### Exercise brief
Using the data that follows, state the number of lines holding the word "SNOWSHILL", and give no other output.
[Start of section]
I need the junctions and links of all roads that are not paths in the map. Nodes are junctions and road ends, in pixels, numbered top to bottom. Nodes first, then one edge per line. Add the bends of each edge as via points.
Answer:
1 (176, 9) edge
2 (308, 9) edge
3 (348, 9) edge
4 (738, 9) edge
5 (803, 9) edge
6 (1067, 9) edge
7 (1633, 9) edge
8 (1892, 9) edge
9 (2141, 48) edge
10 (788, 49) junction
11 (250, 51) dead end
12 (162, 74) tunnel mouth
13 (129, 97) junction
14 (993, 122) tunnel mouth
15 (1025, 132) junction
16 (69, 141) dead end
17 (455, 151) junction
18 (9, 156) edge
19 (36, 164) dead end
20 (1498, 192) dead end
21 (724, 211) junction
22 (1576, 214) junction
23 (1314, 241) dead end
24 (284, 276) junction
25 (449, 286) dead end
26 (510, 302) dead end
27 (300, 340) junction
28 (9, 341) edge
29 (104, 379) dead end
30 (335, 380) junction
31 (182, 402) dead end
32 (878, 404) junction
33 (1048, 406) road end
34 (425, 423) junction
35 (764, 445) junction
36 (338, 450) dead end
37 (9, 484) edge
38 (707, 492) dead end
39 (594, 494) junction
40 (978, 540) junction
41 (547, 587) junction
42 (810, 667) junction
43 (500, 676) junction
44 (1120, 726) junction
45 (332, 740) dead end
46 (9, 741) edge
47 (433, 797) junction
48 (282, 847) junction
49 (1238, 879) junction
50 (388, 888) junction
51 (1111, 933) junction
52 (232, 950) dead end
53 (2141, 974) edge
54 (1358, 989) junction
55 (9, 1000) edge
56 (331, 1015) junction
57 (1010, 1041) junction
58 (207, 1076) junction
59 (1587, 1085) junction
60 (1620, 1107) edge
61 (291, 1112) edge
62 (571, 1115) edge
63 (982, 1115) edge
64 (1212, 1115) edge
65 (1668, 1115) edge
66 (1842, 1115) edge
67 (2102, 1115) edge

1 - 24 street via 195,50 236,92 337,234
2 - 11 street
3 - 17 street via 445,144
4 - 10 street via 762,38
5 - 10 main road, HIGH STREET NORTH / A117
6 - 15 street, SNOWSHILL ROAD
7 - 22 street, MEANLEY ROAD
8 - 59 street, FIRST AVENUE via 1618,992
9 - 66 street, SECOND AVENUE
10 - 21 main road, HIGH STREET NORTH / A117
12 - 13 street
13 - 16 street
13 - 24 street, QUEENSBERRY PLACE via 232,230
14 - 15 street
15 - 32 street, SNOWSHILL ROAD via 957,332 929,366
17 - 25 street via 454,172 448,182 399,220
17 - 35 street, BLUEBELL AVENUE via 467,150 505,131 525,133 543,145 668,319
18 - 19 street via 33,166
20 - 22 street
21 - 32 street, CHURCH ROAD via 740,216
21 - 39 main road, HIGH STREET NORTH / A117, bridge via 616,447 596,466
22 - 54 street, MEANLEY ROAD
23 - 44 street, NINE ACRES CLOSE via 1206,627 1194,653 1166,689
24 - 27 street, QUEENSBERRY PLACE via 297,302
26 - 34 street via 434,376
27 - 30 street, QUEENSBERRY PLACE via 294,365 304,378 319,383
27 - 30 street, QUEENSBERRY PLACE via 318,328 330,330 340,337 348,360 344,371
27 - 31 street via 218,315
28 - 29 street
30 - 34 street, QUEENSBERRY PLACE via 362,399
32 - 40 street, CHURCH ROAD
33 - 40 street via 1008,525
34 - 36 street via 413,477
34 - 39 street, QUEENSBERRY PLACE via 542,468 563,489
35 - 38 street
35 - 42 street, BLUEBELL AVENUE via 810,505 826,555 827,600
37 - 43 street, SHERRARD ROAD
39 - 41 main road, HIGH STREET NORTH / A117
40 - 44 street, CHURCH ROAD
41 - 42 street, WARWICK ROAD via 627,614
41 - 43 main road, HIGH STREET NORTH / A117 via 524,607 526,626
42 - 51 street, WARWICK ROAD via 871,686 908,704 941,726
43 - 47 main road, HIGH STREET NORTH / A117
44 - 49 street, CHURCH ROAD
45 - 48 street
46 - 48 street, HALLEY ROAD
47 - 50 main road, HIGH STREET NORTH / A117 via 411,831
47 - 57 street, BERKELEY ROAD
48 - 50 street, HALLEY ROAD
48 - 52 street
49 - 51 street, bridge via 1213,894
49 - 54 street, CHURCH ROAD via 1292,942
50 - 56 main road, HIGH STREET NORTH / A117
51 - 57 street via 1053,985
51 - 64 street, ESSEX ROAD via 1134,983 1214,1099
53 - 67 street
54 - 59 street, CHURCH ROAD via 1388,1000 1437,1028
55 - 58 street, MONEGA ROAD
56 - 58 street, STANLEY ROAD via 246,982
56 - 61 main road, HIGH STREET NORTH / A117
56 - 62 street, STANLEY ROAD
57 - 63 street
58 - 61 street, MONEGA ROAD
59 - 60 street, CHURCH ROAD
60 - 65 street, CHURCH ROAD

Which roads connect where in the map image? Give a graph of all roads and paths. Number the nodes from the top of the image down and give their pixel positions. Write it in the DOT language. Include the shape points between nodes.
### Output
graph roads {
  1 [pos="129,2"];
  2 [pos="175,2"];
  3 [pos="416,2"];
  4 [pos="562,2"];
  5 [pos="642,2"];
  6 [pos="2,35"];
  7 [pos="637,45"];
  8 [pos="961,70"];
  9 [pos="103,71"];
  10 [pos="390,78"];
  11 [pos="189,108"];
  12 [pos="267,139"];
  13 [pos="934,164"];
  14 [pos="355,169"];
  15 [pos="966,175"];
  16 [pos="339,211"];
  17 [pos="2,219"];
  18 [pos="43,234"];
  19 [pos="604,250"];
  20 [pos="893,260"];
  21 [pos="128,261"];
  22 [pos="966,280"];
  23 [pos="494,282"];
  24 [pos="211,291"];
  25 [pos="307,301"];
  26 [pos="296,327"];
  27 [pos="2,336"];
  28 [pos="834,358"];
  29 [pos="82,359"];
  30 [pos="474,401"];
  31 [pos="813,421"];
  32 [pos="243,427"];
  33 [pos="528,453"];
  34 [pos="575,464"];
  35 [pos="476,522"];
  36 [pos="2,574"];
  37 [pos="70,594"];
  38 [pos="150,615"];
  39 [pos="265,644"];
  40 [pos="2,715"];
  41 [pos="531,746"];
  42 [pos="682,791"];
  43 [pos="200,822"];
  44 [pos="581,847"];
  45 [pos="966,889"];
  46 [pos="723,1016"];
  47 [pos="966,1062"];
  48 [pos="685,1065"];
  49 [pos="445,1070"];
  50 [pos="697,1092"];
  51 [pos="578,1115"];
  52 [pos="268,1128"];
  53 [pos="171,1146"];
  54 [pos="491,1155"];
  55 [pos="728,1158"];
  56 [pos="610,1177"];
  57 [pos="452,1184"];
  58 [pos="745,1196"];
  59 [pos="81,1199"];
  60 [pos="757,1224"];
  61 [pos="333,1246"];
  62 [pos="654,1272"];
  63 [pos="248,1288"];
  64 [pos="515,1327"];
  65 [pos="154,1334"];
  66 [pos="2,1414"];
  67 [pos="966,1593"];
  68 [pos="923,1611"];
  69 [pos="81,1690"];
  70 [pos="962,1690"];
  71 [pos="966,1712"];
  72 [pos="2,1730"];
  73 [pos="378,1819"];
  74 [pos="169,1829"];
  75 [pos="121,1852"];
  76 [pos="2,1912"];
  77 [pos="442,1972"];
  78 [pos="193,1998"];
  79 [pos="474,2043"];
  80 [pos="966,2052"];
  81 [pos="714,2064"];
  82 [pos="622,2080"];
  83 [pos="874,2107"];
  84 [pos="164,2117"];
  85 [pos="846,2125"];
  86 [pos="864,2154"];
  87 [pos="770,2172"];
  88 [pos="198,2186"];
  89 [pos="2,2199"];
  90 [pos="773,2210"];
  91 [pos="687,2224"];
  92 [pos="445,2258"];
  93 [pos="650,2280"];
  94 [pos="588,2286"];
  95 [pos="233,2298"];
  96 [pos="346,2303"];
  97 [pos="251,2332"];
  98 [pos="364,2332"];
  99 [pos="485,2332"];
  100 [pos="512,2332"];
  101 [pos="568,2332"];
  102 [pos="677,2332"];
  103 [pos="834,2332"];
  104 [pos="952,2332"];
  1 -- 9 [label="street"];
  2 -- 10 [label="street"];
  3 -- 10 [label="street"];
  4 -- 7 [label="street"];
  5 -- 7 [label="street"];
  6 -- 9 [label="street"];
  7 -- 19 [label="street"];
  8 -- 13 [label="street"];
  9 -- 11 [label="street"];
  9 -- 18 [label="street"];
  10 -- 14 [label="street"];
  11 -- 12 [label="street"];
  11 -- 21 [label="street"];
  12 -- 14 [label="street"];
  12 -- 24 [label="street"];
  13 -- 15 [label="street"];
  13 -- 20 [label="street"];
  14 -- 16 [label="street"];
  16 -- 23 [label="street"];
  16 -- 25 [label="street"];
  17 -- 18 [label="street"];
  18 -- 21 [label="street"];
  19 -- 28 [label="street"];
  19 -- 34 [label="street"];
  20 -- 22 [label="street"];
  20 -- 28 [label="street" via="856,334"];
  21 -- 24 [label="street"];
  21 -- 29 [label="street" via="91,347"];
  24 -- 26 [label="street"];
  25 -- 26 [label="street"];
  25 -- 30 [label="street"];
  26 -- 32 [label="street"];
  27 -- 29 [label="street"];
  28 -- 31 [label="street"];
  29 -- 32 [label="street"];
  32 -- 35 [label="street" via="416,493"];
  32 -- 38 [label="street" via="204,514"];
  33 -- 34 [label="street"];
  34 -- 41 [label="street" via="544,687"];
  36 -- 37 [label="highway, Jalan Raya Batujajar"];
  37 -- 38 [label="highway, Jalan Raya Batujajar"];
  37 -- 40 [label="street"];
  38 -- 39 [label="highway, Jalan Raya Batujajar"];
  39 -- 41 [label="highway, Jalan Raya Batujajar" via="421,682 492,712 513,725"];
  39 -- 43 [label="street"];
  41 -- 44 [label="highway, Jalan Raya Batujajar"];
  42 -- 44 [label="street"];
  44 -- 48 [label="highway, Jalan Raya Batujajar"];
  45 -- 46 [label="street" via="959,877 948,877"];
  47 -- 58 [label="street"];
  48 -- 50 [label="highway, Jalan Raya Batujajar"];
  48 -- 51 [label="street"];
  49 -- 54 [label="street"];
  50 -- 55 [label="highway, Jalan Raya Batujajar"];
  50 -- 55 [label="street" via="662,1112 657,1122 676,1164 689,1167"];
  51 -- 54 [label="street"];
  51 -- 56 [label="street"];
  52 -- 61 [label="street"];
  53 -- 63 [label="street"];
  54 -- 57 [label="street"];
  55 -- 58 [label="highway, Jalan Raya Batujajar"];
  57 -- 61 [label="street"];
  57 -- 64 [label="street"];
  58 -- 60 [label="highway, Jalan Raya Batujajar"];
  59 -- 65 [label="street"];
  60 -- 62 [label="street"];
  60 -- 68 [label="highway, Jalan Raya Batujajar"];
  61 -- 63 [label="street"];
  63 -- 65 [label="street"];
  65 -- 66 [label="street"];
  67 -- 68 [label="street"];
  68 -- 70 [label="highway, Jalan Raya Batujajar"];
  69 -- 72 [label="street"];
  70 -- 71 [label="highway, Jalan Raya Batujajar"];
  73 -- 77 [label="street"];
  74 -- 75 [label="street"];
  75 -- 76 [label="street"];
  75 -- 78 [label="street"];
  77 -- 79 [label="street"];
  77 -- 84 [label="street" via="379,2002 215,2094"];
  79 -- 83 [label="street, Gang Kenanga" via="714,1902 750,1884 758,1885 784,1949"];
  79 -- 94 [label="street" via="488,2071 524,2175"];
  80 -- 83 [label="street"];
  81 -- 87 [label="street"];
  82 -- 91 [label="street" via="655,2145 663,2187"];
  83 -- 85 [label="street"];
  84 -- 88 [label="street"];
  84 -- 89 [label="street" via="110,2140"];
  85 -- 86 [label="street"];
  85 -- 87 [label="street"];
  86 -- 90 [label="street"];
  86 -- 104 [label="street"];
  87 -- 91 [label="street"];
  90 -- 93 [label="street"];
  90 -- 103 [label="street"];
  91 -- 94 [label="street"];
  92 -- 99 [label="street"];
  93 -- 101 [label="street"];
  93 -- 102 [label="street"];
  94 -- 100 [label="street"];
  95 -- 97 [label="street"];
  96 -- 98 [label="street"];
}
[End of section]
### Task output
2